(Task data Opens)
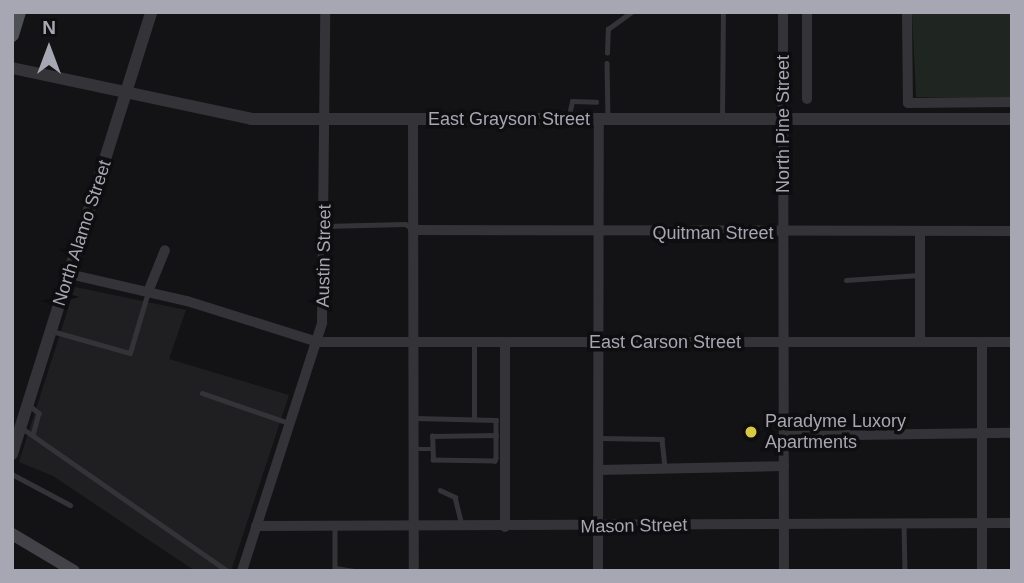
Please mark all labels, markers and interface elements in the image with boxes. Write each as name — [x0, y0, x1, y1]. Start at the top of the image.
north arrow — [14, 14, 84, 84]
text: N — [42, 17, 56, 38]
street label: North Pine Street — [772, 55, 794, 193]
street label: East Grayson Street — [428, 108, 590, 130]
street label: North Alamo Street — [48, 157, 116, 309]
street label: Austin Street — [312, 204, 336, 308]
street label: Quitman Street — [652, 222, 774, 244]
street label: East Carson Street — [589, 331, 741, 353]
place label: Paradyme Luxory Apartments — [765, 411, 906, 453]
marker: Paradyme Luxory Apartments — [743, 424, 759, 440]
street label: Mason Street — [580, 514, 688, 538]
(Task data Closes)
What you need to do
Retype everything in the material word for word, minus pictures.

Reply
Please mark all labels, markers and interface elements in the image with boxes. Write each as name — [x0, y0, x1, y1]. Start at the top of the image.
north arrow — [14, 14, 84, 84]
text: N — [42, 17, 56, 38]
street label: North Pine Street — [772, 55, 794, 193]
street label: East Grayson Street — [428, 108, 590, 130]
street label: North Alamo Street — [48, 157, 116, 309]
street label: Austin Street — [312, 204, 336, 308]
street label: Quitman Street — [652, 222, 774, 244]
street label: East Carson Street — [589, 331, 741, 353]
place label: Paradyme Luxory Apartments — [765, 411, 906, 453]
marker: Paradyme Luxory Apartments — [743, 424, 759, 440]
street label: Mason Street — [580, 514, 688, 538]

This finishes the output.